Last Thursday, the Ministry of Culture and Sports launched a protocol to strengthen protection of intellectual property rights

New protocol to strengthen protection of intellectual property rights in Spain
April 13, 2021

Last Thursday, the Ministry of Culture and Sports launched a protocol to strengthen protection of intellectual property rights. The project has achieved a broad consensus in the telecommunications and cultural industries. Among the signatories are the Coalition of Creators and Content Industries, along with its partners, the Spanish Association for Digitalization (DigitalES) and its member Internet access operators (Telefónica, Orange, Vodafone and MásMóvil), in addition to Euskaltel and Eurona.

According to the Ministry’s press release, the agreement aims to provide a unified response to the efforts made by operators and creators to improve the enforcement of existing legislation on the protection of intellectual property rights. The purpose is to ensure the effectiveness of judicial and administrative decisions declaring the copyright infringement status of certain digital services.

The press release also highlights the broad support this document received —it has been endorsed by operators representing 98% of the Spanish market. This marks a milestone in self-regulation and a step forward both at European and international level.

The text, with the approval of the Spanish Markets and Competition Commission (CNMC), will apply websites judicially declared as having infringed legislation. Internet access will be interrupted in certain recurrent infringement cases.

Moreover, the agreement proposes the creation of a Technical Committee in which the Ministry may intervene at the request of any of the parties. The Committee will prepare and send a weekly list of mirror websites and domain replication already contained in previous judicial decisions to request blocks on access to illegal or infringing services.

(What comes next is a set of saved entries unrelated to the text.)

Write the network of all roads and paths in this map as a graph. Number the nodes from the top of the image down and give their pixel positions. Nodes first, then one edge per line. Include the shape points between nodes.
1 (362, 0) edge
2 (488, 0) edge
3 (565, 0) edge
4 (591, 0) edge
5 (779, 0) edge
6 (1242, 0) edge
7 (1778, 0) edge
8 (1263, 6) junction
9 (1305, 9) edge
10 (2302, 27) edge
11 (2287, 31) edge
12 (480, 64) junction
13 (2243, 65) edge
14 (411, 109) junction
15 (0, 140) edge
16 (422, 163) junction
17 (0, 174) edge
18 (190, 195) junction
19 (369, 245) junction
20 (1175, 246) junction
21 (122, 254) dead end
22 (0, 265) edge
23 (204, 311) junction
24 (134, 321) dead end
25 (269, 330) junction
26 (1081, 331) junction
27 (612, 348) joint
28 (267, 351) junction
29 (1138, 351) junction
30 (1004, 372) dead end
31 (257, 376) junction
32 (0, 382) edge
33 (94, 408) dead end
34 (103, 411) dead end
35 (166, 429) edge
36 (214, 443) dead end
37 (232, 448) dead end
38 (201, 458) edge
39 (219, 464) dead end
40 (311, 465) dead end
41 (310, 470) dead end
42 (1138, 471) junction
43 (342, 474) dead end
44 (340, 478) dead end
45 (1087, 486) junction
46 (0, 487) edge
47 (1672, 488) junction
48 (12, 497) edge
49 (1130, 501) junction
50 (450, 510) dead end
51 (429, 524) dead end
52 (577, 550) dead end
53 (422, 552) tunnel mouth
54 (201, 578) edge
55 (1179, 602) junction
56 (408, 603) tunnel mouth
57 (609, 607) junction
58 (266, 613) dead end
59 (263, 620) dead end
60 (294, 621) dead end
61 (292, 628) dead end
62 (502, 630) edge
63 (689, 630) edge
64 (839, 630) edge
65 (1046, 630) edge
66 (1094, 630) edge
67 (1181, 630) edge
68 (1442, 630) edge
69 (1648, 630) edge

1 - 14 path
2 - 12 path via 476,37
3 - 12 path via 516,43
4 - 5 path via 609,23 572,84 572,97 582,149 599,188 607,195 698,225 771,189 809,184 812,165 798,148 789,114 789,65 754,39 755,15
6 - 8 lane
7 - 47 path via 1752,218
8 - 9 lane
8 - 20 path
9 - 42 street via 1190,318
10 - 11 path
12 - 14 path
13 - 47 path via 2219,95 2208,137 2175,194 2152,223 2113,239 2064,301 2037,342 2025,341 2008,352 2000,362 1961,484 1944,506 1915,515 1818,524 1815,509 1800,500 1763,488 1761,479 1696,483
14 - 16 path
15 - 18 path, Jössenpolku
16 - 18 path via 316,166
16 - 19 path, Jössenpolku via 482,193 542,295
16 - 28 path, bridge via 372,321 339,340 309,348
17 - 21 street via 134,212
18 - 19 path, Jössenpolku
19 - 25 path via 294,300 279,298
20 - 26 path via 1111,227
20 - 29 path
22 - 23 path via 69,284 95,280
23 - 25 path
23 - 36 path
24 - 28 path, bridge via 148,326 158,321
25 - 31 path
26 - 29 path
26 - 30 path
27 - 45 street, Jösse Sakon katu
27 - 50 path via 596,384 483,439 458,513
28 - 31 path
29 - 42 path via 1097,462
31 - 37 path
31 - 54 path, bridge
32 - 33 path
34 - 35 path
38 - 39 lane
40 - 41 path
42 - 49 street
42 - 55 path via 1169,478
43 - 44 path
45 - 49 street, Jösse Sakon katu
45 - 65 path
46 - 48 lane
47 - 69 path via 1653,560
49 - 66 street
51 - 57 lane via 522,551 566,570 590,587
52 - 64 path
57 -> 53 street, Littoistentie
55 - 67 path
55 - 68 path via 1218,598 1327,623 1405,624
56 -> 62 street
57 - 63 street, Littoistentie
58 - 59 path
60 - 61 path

As already explained in this blog, the violation of intellectual property rights continues to be extremely attractive and lucrative for criminals— which includes the internet. According to the Piracy Observatory and Digital Contents Consumption Habits 2019 report, the economic damage caused by illegal accesses amounted to €2,437 million. That year, the public revenue loss due to piracy was €673 million (a total of €4.658 billion in the period 2012-2019). The study also estimates that a piracy-free scenario could create around 120,000 direct and indirect jobs.

Therefore, this agreement seeks to strengthen and speed up internet service operators’ response, to prevent the emergence of infringing websites and the consumption of illicit content that violates intellectual property rights.

In sum, this initiative shows a serious and determined commitment on the part of all stakeholders in the fight against piracy and in preserving the protection of intellectual property rights in a digital context.